Search the listing below for the word "dead" and copy each line that holds it.

- Available records:

::::::::::

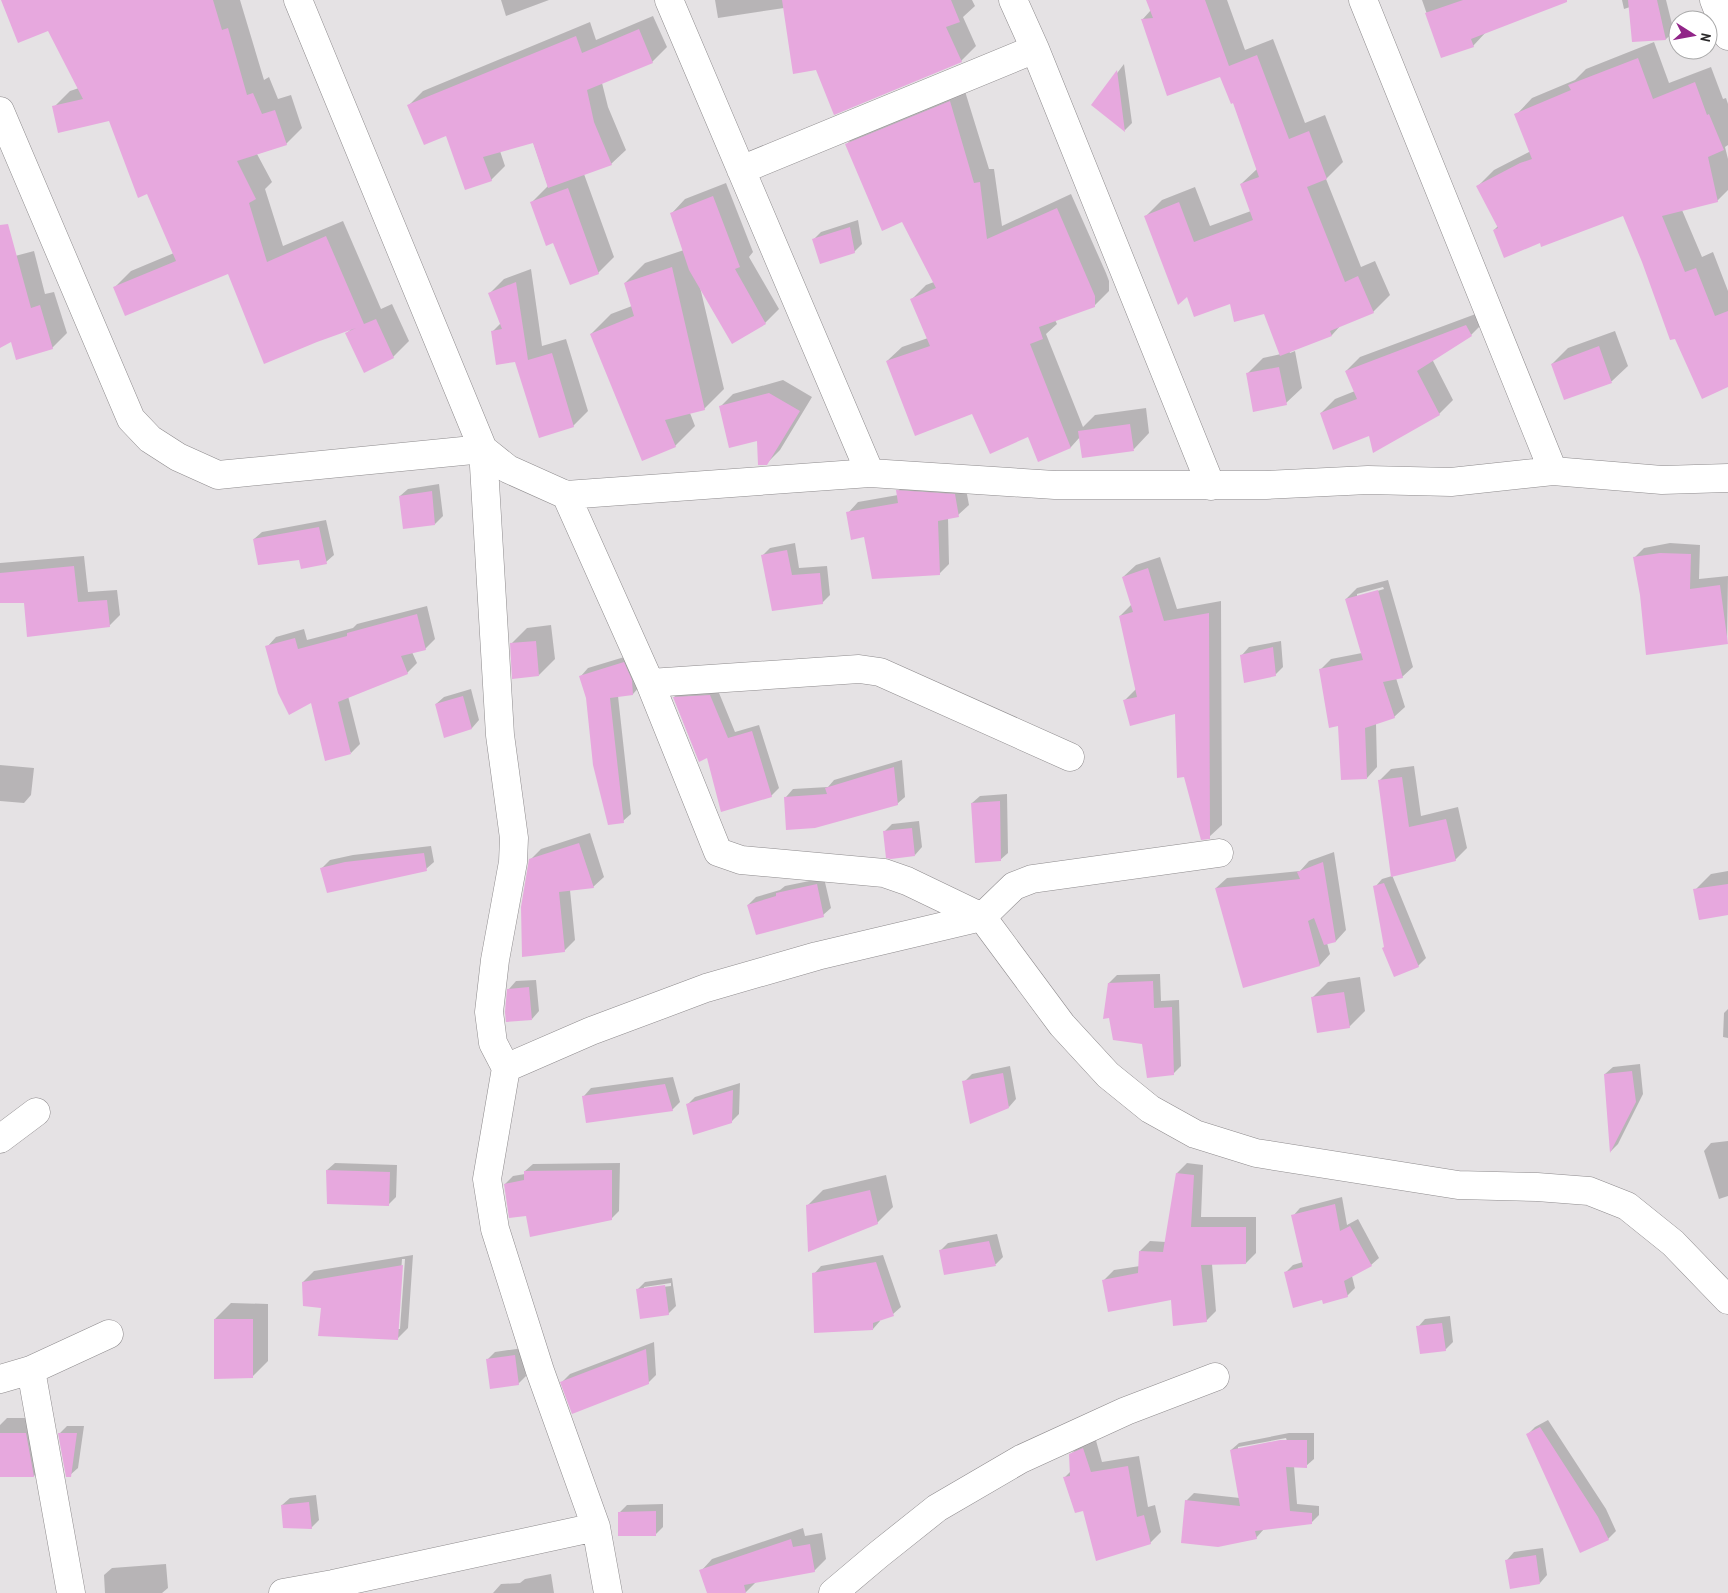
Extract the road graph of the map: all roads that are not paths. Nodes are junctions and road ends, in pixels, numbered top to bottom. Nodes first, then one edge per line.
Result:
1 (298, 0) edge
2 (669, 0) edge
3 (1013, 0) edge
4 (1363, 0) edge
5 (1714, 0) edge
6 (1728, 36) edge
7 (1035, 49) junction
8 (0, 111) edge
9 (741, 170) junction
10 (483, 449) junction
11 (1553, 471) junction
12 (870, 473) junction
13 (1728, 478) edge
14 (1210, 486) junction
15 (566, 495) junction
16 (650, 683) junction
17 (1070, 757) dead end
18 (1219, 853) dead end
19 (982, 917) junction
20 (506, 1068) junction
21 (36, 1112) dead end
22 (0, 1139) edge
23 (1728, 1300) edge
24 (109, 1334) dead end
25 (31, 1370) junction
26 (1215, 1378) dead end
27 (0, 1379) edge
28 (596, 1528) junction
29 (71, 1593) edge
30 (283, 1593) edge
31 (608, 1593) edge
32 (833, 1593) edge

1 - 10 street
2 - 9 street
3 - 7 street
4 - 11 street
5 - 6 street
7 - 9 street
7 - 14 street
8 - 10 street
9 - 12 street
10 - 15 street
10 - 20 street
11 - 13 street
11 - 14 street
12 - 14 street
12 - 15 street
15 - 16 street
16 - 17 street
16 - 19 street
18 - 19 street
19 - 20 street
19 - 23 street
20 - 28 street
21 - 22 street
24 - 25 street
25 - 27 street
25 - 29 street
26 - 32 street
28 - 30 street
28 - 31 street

::::::::::

- Task output:
17 (1070, 757) dead end
18 (1219, 853) dead end
21 (36, 1112) dead end
24 (109, 1334) dead end
26 (1215, 1378) dead end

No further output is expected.